To determine the monoisotopic peak’s extent in the mobility dimension, we collect all its points and group them by their scan number and sum their intensity, flattening the points to the mobility dimension by summing the points that occur on the same scan. We chose a Savitzky-Golay filter [24] for its speed and effectiveness to smooth the points, and we use the peakutils Python package [25] to find the valley on either side of the peak, thus determining the monoisotopic peak’s extent in the mobility dimension, as shown in Fig 5B.

Having determined the extent of the monoisotopic peak in the m/z and mobility dimensions, the dimension-flattening procedure is repeated to determine the extent of the peak in retention time, as shown in Fig 5C.

The intensity of each isotope is calculated by summing the most intense point in the peak and the most intense point in the frame on either side. The intensity of the feature is the sum of the intensities of the first three isotopes. This method provides a robust measure of the feature’s intensity, as it is not determined by the intensity of a single isotopic peak.

We previously mentioned that the peak of an ion in the m/z dimension conforms to the curve of a Gaussian distribution. We confirm the monoisotopic peak’s Gaussian nature by fitting a Gaussian curve to the points of the peak in the m/z dimension and calculate the R-squared deviation of the observed and expected distribution. For this peak we can see in Fig 5D the peak is indeed a close fit to a Gaussian distribution, with an R-squared value of 0.9 compared to a Gaussian distribution.

On completion of these steps, the MS1 attributes of the feature required for searching against a peptide library have been determined: the monoisotopic m/z, the charge state, the feature’s intensity, and its apex and extent in both mobility and retention time.
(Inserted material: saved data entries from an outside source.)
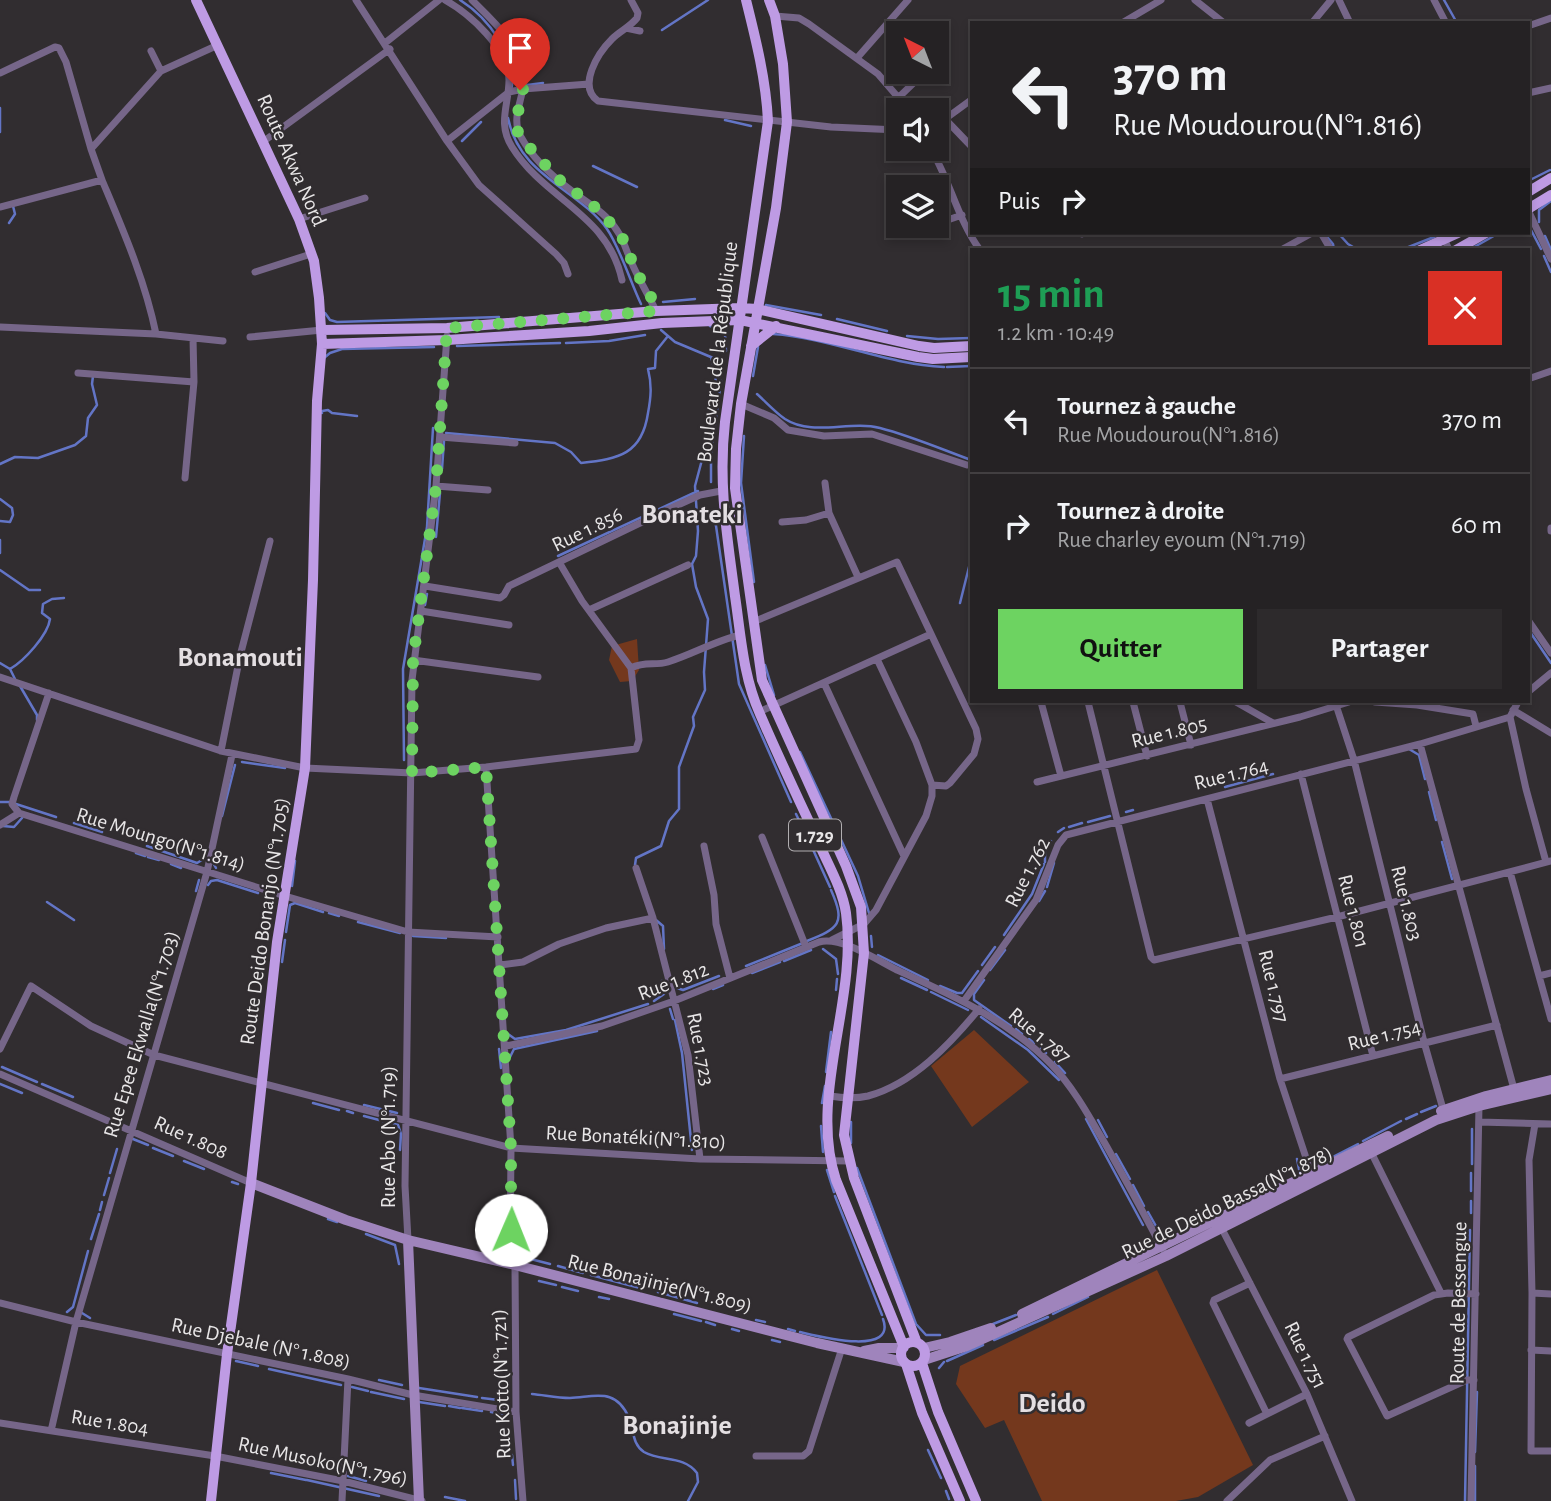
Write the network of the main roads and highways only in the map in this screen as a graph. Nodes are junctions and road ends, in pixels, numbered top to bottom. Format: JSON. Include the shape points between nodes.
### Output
{"nodes":[{"id":1,"x":196,"y":0,"type":"edge"},
{"id":2,"x":746,"y":0,"type":"edge"},
{"id":3,"x":769,"y":0,"type":"edge"},
{"id":4,"x":1551,"y":178,"type":"edge"},
{"id":5,"x":1530,"y":191,"type":"edge"},
{"id":6,"x":1551,"y":195,"type":"edge"},
{"id":7,"x":1530,"y":209,"type":"edge"},
{"id":8,"x":1482,"y":235,"type":"edge"},
{"id":9,"x":1446,"y":241,"type":"edge"},
{"id":10,"x":1426,"y":248,"type":"edge"},
{"id":11,"x":1460,"y":248,"type":"edge"},
{"id":12,"x":757,"y":309,"type":"junction"},
{"id":13,"x":741,"y":314,"type":"junction"},
{"id":14,"x":722,"y":320,"type":"junction"},
{"id":15,"x":754,"y":322,"type":"junction"},
{"id":16,"x":776,"y":327,"type":"junction"},
{"id":17,"x":322,"y":330,"type":"junction"},
{"id":18,"x":322,"y":344,"type":"junction"},
{"id":19,"x":737,"y":344,"type":"junction"},
{"id":20,"x":751,"y":346,"type":"junction"},
{"id":21,"x":970,"y":346,"type":"edge"},
{"id":22,"x":970,"y":357,"type":"edge"},
{"id":23,"x":841,"y":1014,"type":"junction"},
{"id":24,"x":857,"y":1016,"type":"junction"},
{"id":25,"x":1551,"y":1080,"type":"edge"},
{"id":26,"x":1551,"y":1089,"type":"edge"},
{"id":27,"x":1313,"y":1177,"type":"junction"},
{"id":28,"x":251,"y":1183,"type":"junction"},
{"id":29,"x":408,"y":1240,"type":"junction"},
{"id":30,"x":1164,"y":1251,"type":"junction"},
{"id":31,"x":920,"y":1345,"type":"junction"},
{"id":32,"x":903,"y":1348,"type":"junction"},
{"id":33,"x":861,"y":1351,"type":"junction"},
{"id":34,"x":923,"y":1362,"type":"junction"},
{"id":35,"x":905,"y":1363,"type":"junction"},
{"id":36,"x":211,"y":1501,"type":"edge"},
{"id":37,"x":420,"y":1501,"type":"edge"},
{"id":38,"x":960,"y":1501,"type":"edge"},
{"id":39,"x":976,"y":1501,"type":"edge"}],
"edges":[{"from":1,"to":17,"type":"main road","name":"Route Akwa Nord","via":[[299,219],[312,254]]},
{"from":2,"to":13,"type":"main road","name":"Boulevard de la République","via":[[761,62],[768,121]]},
{"from":3,"to":12,"type":"main road","name":"Boulevard de la République","via":[[783,64],[787,122]]},
{"from":4,"to":5,"type":"main road"},
{"from":6,"to":7,"type":"main road"},
{"from":8,"to":11,"type":"main road"},
{"from":9,"to":10,"type":"main road"},
{"from":12,"to":13,"type":"main road"},
{"from":12,"to":15,"type":"main road","name":"Boulevard de la République"},
{"from":12,"to":21,"type":"main road","via":[[919,346]]},
{"from":13,"to":14,"type":"main road"},
{"from":13,"to":15,"type":"main road"},
{"from":13,"to":17,"type":"main road","via":[[656,311],[447,328]]},
{"from":13,"to":19,"type":"main road","name":"Boulevard de la République","number":"1.729"},
{"from":14,"to":18,"type":"main road"},
{"from":14,"to":19,"type":"main road"},
{"from":15,"to":16,"type":"main road"},
{"from":15,"to":20,"type":"main road","name":"Boulevard de la République","number":"1.729"},
{"from":16,"to":20,"type":"main road"},
{"from":16,"to":22,"type":"main road","via":[[919,357]]},
{"from":17,"to":18,"type":"main road","name":"Route Akwa Nord"},
{"from":18,"to":28,"type":"main road","name":"Route Deido Bonanjo (N°1.705)","via":[[305,768],[276,953]]},
{"from":19,"to":23,"type":"main road","name":"Boulevard de la République","number":"1.729","via":[[722,449],[721,491],[734,636],[759,712],[841,895],[848,932]]},
{"from":20,"to":24,"type":"main road","name":"Boulevard de la République","number":"1.729","via":[[735,488],[762,680],[862,907],[864,953]]},
{"from":23,"to":24,"type":"main road"},
{"from":23,"to":32,"type":"main road","name":"Boulevard de la République","number":"1.729","via":[[830,1096],[831,1163]]},
{"from":24,"to":31,"type":"main road","name":"Boulevard de la République","number":"1.729","via":[[844,1136],[849,1161]]},
{"from":25,"to":27,"type":"main road","name":"Rue de Deido Bassa(N°1.878)","via":[[1443,1110]]},
{"from":26,"to":27,"type":"main road","name":"Rue de Deido Bassa(N°1.878)","via":[[1436,1120]]},
{"from":27,"to":30,"type":"main road","name":"Rue de Deido Bassa(N°1.878)"},
{"from":27,"to":30,"type":"main road","name":"Rue de Deido Bassa(N°1.878)","via":[[1221,1227]]},
{"from":28,"to":29,"type":"main road","name":"Rue Bonajinje(N°1.809)"},
{"from":28,"to":36,"type":"main road","name":"Route Deido Bonanjo (N°1.705)"},
{"from":29,"to":33,"type":"main road","name":"Rue Bonajinje(N°1.809)"},
{"from":29,"to":37,"type":"main road","name":"Rue Abo (N°1.719)"},
{"from":30,"to":31,"type":"main road","name":"Rue de Deido Bassa(N°1.878)","via":[[965,1338]]},
{"from":30,"to":34,"type":"main road","name":"Rue de Deido Bassa(N°1.878)","via":[[979,1341]]},
{"from":31,"to":32,"type":"main road","via":[[909,1343]]},
{"from":31,"to":34,"type":"main road","via":[[926,1354]]},
{"from":32,"to":33,"type":"main road","name":"Rue Bonajinje(N°1.809)"},
{"from":32,"to":35,"type":"main road"},
{"from":33,"to":35,"type":"main road","name":"Rue Bonajinje(N°1.809)"},
{"from":34,"to":35,"type":"main road","via":[[916,1366]]},
{"from":34,"to":39,"type":"main road","via":[[938,1412]]},
{"from":35,"to":38,"type":"main road"}]}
These attributes are included in the MGF’s header for each feature.

In this section we have introduced a method for resolving the isotopic peaks and determining some key attributes for the identification of a peptide feature contained in the precursor cuboids defined in 4.1. By constraining the challenge of feature detection in the vastness of the raw data space to thousands of much smaller precursor cuboids that can be processed in parallel, the complexity of segmenting individual peptides and their isotopic peaks is significantly reduced, thus increasing the confidence in the feature attributes presented to the subsequent peptide identification steps.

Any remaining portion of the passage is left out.